3) Positive social change takes a depressingly long time. It takes coalition building, grit, patience, compromise, and decades of sacrifice. The pace of such change does not seem to have radically changed since we have moved into the twitter society; human nature remains what it is. The pace of change in the gay rights movement still seems the exception to the rule. And, the “T” of the LGBT faces arguably growing challenges (because it was made salient to many otherwise indifferent folks?).

4) I think the expectations for how quickly change should take place, have in fact made effectuating social change with broad social support, harder. A change now mentality, its with-us-or-against-us Manicheanism, does not auger for the investments in changing the minds of the indifferent and opposed. It does not spend time in the slogs of legislative halls doing the hard work of slowly changing laws, incrementally, and where possible. BLM and CK has the effect of highlighting differences to most people, not shared similarities.

People willing to endure that slog, like the one-man justice machine, Bryan Stevenson, have made a tremendous impact on African Americans in the criminal justice system. People from within the system, with the credibility of bipartisanship, like Alex Kozinski (e.g., have changed minds.

CK is not a lawyer, or judge, or senator, but he has a big audience. That’s why I think the most legitimate criticism is the simple question: you had the national stage, and this is what you chose to do?

Would appreciate any thoughts you or readers have.

Joe said...

MMS' discussion is appreciated for its in depth intelligent analysis but not sure it really alters much from the professor's basic comments.

A couple things. Why wasn't this an appropriate use of his national stage?

He is in a small way advancing the discussion of the problems at hand, doing so in a respectful way (a positive way to dissent) and unclear what else some athlete in his position is supposed to do that would result in a better result. He follows a long practice there, celebrities repeatedly making acts of protest in various ways to bring to light the concerns of the day. I might even cite how the Quakers did things like not doffing hats to make a point about individual equality. (I don't mean to fully express their beliefs there, so know that is a rough summary.)

And, since change does take time, it is hard to determine now what effects it would have, which works both ways, including critiquing him. But, my link alone suggests there has been some positive results. Ultimately, it's only one person. Others can do other things.

Reference is made to the gay rights movement being an exception. I don't really think so. Recent advancements were the result of decades of activity.

Thomas Lively said...

Okay, but why do we even have to have the National Anthem played at sporting events. It seems like it is an inappropriate place to force everyone to show our allegiance to our country?

Michael C. Dorf said...

Thanks for all of these thoughtful comments. A couple of quick thoughts:

1) Shag: You are right about Spooner. Randy Barnett wrote a very interesting piece some years ago trying to recover the Spooner branch of the abolitionist movement to shed light on the original meaning of the Fourteenth Amendment.

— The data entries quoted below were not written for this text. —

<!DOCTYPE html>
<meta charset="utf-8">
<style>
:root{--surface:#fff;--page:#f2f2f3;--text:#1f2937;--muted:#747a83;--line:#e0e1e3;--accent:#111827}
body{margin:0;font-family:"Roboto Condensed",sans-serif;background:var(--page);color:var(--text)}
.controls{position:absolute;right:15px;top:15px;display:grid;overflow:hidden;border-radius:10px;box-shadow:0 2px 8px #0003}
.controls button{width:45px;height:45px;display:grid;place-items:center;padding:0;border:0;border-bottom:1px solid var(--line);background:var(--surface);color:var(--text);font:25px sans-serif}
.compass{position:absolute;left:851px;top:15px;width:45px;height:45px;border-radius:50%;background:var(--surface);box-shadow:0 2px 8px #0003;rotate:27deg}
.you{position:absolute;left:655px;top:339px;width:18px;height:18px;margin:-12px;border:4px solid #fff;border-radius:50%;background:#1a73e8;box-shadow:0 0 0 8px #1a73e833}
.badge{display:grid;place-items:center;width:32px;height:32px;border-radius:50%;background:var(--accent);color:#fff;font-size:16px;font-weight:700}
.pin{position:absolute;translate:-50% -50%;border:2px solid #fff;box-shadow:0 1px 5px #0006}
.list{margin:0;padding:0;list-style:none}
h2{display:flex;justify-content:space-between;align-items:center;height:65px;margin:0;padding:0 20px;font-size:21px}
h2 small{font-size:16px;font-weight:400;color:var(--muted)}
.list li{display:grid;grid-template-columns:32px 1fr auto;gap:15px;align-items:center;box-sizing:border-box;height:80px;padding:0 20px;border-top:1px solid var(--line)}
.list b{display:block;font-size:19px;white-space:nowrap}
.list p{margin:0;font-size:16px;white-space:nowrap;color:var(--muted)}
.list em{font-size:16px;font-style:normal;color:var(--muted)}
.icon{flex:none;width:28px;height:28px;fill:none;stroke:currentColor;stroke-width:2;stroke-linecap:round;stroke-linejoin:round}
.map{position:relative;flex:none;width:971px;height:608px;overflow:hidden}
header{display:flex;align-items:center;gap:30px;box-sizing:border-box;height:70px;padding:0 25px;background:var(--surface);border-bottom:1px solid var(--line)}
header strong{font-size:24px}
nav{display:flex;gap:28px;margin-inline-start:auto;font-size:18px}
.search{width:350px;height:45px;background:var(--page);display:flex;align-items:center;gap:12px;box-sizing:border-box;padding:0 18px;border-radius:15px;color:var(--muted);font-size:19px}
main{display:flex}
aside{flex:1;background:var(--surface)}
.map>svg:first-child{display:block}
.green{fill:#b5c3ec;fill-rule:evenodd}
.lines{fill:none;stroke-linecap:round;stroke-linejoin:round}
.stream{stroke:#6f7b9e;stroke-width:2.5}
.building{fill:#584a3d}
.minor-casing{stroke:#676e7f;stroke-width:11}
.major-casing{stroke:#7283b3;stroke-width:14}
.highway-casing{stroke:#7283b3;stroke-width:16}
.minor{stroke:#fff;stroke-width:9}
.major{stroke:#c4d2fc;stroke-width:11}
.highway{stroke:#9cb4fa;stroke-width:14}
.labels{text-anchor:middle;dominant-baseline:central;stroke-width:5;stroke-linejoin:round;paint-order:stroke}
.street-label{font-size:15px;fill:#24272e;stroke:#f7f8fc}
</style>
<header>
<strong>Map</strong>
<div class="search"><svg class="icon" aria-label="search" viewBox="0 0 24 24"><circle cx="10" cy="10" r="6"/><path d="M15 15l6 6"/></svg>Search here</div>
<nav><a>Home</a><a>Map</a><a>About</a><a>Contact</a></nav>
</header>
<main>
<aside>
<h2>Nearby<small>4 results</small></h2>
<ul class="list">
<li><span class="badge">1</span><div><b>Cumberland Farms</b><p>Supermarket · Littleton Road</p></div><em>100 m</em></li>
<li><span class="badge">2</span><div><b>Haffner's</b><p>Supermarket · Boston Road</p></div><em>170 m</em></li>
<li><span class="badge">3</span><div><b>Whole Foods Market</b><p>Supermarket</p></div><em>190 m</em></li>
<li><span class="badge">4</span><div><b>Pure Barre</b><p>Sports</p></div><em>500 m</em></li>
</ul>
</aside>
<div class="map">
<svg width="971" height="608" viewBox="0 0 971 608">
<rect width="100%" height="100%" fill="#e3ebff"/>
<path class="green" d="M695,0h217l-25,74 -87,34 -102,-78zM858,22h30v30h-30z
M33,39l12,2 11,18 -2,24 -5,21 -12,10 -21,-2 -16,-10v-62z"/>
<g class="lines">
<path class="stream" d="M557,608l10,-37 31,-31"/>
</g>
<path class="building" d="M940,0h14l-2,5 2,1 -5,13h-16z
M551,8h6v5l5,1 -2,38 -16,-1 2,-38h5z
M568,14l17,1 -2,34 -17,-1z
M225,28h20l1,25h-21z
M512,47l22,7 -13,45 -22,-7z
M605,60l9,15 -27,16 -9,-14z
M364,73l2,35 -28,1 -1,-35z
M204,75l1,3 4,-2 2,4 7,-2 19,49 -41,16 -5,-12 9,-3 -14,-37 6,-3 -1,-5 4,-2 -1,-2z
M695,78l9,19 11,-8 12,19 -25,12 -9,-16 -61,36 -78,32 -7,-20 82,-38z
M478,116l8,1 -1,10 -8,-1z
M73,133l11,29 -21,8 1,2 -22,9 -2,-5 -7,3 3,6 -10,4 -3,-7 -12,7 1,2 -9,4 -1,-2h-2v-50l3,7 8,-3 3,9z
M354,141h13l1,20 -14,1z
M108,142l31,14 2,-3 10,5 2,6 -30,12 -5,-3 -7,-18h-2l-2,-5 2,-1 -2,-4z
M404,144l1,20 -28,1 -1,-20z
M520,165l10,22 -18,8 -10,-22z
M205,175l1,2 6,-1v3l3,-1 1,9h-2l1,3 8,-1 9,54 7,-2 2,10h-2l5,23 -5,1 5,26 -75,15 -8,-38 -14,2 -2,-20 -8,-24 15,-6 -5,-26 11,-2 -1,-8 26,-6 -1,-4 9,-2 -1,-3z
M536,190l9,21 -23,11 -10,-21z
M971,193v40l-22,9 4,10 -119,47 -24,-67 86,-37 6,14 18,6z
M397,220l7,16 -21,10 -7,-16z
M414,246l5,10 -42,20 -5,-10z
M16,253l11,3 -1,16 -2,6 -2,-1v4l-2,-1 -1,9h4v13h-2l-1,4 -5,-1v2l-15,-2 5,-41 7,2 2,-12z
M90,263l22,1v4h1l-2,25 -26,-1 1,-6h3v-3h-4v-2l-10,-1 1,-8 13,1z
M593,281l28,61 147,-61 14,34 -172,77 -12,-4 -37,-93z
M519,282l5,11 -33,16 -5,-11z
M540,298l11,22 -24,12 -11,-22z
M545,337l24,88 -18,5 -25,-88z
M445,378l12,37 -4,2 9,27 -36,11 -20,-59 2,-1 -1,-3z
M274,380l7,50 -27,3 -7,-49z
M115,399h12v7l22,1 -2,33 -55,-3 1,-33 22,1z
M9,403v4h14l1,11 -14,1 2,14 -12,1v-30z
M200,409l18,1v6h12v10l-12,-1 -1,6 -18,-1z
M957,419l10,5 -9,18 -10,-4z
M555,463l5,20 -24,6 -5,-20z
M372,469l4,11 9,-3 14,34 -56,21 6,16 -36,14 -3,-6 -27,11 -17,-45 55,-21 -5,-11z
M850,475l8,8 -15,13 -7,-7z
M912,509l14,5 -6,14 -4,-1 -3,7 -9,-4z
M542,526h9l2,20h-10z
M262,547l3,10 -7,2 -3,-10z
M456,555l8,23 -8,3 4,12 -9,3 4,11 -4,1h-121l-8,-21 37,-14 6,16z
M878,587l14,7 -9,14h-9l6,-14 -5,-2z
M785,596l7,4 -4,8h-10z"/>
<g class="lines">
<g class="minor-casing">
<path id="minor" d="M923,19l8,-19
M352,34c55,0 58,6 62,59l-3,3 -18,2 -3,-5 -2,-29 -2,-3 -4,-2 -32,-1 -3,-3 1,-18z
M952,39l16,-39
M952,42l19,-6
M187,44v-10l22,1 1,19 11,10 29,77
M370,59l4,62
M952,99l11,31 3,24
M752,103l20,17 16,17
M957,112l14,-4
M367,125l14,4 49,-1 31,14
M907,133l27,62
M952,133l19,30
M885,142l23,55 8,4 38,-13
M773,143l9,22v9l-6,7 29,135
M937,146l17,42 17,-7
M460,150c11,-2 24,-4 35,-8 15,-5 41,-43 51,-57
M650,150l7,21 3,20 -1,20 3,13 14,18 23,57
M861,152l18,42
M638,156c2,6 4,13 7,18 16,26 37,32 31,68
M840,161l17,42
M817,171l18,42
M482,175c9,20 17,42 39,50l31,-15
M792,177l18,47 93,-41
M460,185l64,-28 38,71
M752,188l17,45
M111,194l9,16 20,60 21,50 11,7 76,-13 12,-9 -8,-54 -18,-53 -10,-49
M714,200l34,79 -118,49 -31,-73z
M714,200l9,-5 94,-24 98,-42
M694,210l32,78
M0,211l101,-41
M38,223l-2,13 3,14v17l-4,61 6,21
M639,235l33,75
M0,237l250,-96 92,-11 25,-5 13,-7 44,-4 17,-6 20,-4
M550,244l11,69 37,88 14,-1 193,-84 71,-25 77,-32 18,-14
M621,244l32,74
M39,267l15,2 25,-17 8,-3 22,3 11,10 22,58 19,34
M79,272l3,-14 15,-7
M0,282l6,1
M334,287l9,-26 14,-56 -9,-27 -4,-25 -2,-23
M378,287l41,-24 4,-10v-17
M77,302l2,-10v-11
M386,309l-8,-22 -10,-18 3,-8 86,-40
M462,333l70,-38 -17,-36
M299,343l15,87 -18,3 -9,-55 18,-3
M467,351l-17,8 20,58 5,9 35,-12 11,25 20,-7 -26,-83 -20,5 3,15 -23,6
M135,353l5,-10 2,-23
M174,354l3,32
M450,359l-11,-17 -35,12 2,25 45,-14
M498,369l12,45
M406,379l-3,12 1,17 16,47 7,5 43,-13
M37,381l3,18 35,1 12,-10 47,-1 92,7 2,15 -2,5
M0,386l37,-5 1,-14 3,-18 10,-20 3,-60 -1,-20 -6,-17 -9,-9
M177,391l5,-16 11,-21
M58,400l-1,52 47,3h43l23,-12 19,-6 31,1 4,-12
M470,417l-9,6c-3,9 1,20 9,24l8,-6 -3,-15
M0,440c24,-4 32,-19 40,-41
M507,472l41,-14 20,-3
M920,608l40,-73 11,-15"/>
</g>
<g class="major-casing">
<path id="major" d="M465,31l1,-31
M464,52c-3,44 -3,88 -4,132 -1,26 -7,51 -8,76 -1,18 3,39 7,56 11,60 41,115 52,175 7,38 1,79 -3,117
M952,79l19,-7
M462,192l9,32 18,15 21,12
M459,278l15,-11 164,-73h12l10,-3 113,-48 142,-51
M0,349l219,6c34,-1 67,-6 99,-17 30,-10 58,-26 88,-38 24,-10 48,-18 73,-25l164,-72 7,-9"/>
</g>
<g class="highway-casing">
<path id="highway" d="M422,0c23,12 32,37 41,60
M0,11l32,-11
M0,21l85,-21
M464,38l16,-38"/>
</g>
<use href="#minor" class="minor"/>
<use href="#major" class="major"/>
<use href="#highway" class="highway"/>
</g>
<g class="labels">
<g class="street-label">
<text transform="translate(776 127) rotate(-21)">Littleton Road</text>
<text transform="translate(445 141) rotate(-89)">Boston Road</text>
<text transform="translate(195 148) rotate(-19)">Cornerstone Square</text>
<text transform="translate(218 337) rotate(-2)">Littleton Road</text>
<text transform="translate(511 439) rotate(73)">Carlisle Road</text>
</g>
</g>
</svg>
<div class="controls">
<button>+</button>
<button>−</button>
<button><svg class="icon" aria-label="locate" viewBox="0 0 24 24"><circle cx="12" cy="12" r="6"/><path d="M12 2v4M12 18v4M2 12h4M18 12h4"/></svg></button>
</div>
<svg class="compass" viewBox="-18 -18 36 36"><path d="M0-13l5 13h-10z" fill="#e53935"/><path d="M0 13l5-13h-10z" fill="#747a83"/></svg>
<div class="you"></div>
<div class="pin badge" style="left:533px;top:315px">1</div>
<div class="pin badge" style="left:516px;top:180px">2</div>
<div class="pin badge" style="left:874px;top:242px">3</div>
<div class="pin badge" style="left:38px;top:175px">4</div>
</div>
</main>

2) Everyone else: I think that at least in her original comment RBG may have been conflating the sort of protest with which she is uncomfortable on a personal level with what is appropriate. Speaking for myself, I have never been much of an in-the-streets activist, preferring the written word or the politeness of a formal debate (not of the Presidential variety!). But I realize that these are matters of personal style, not basic limits on what one can or should do as political activism.